▶ [Problem to solve]: Find each line below where the word "Kabushi" occurs, and copy it.
*** Opening Material for this exercise ***
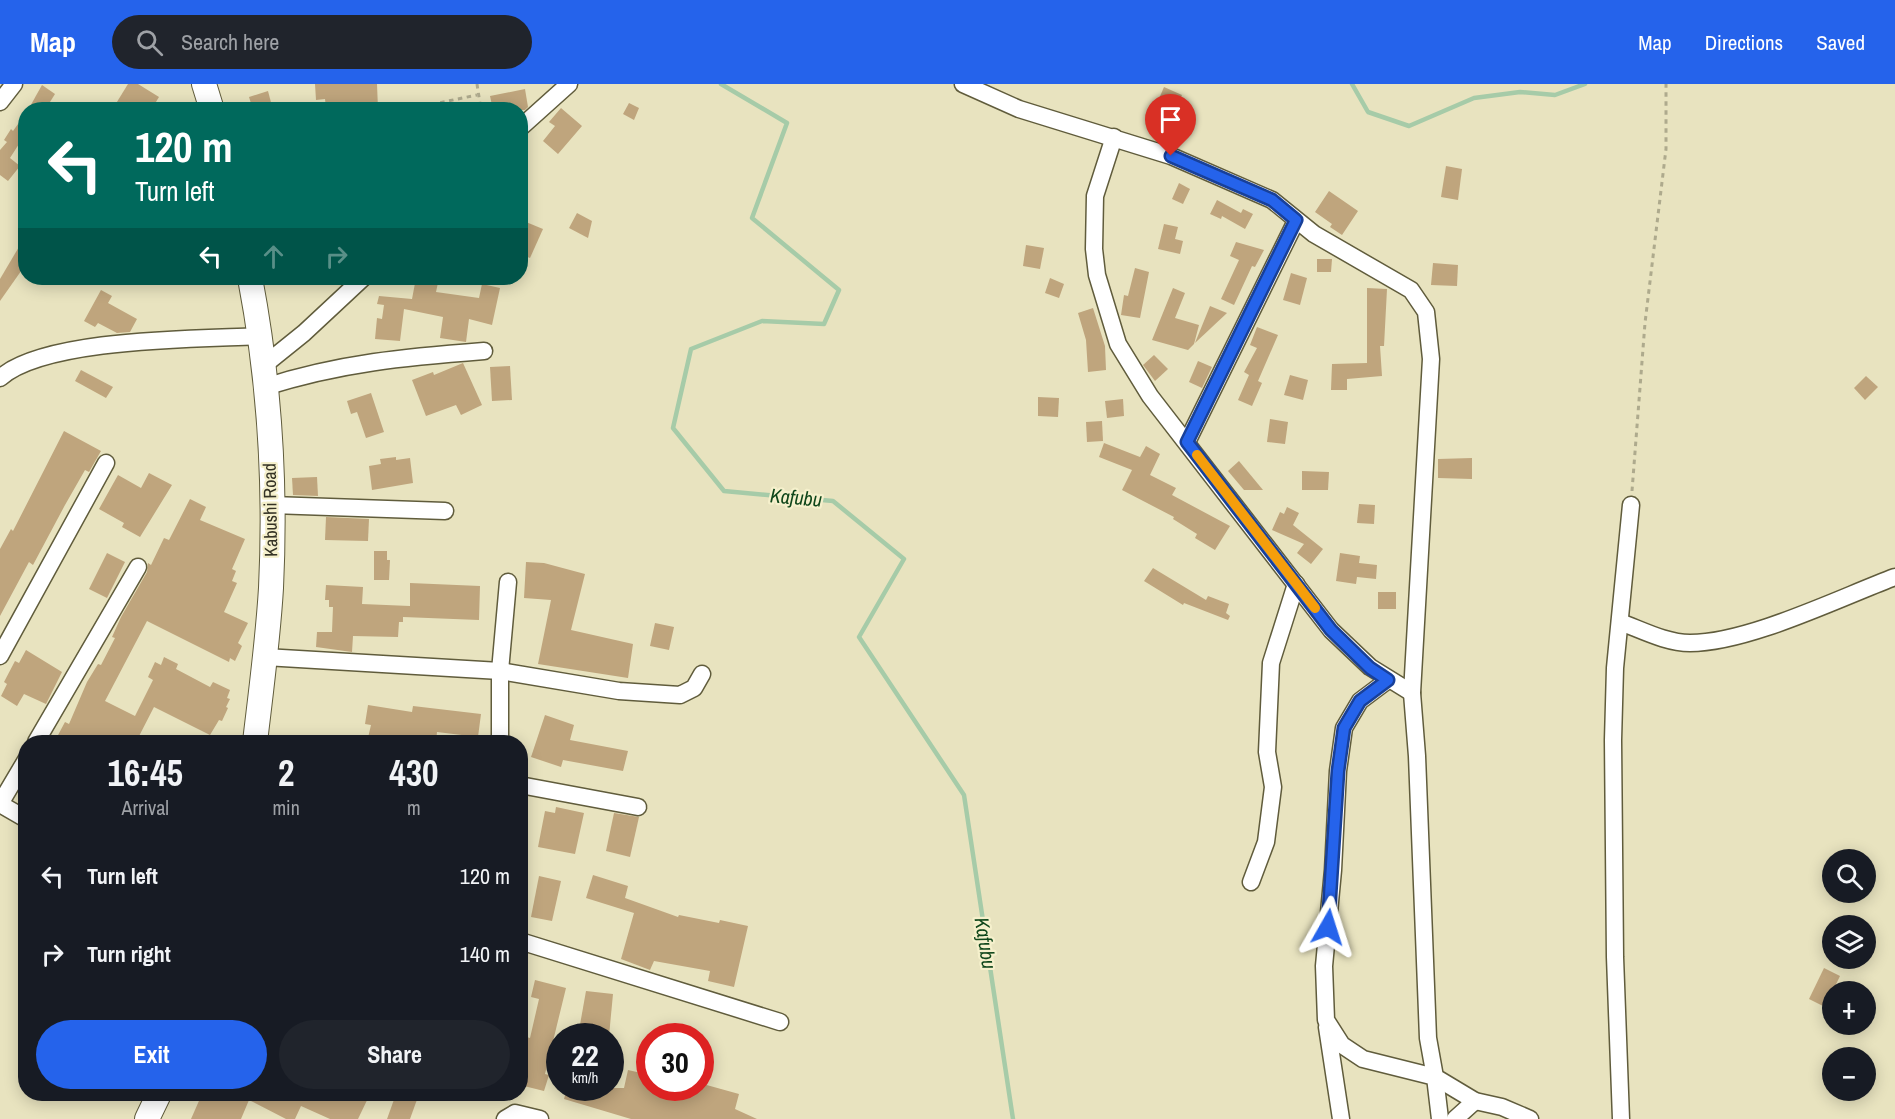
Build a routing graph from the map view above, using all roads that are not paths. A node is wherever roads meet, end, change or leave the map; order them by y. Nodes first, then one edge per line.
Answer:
1 (14, 84) edge
2 (204, 84) edge
3 (569, 84) edge
4 (963, 84) edge
5 (0, 102) edge
6 (210, 102) edge
7 (528, 121) edge
8 (1114, 137) junction
9 (1296, 220) junction
10 (250, 285) edge
11 (355, 285) edge
12 (259, 336) junction
13 (484, 351) dead end
14 (264, 377) junction
15 (0, 378) edge
16 (1187, 442) junction
17 (106, 463) dead end
18 (272, 505) junction
19 (1630, 505) road end
20 (445, 511) dead end
21 (138, 567) dead end
22 (1895, 577) edge
23 (508, 582) dead end
24 (1296, 584) junction
25 (1620, 622) junction
26 (0, 656) edge
27 (265, 657) junction
28 (500, 671) junction
29 (702, 674) dead end
30 (1388, 680) junction
31 (1412, 693) junction
32 (40, 735) edge
33 (256, 735) edge
34 (500, 735) edge
35 (18, 774) edge
36 (528, 786) edge
37 (0, 804) edge
38 (638, 807) dead end
39 (18, 814) edge
40 (1251, 882) dead end
41 (528, 943) edge
42 (1326, 1020) junction
43 (780, 1022) dead end
44 (1435, 1077) junction
45 (156, 1101) edge
46 (1475, 1101) junction
47 (1523, 1117) edge
48 (147, 1119) edge
49 (505, 1119) edge
50 (540, 1119) edge
51 (1341, 1119) edge
52 (1440, 1119) edge
53 (1455, 1119) edge
54 (1621, 1119) edge

1 - 5 street
2 - 6 main road
3 - 7 street
4 - 8 street
8 - 9 street
8 - 16 street
9 - 16 street
9 - 31 street
10 - 12 main road, Kabushi Road
11 - 14 street
12 - 14 main road, Kabushi Road
12 - 15 street
13 - 14 street
14 - 18 main road, Kabushi Road
16 - 24 street
17 - 26 street
18 - 20 street
18 - 27 main road, Kabushi Road
19 - 25 street
21 - 32 street
22 - 25 street
23 - 28 street
24 - 30 street
24 - 40 street
25 - 54 street
27 - 28 street
27 - 33 main road, Kabushi Road
28 - 29 street
28 - 34 street
30 - 31 street
30 - 42 street
31 - 44 street
35 - 37 street
36 - 38 street
37 - 39 street
41 - 43 street
42 - 44 street
42 - 51 street
44 - 46 street
44 - 52 street
45 - 48 main road
46 - 47 street
46 - 53 street
49 - 50 street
*** Closing Material for this exercise ***
▶ [The answer]:
10 - 12 main road, Kabushi Road
12 - 14 main road, Kabushi Road
14 - 18 main road, Kabushi Road
18 - 27 main road, Kabushi Road
27 - 33 main road, Kabushi Road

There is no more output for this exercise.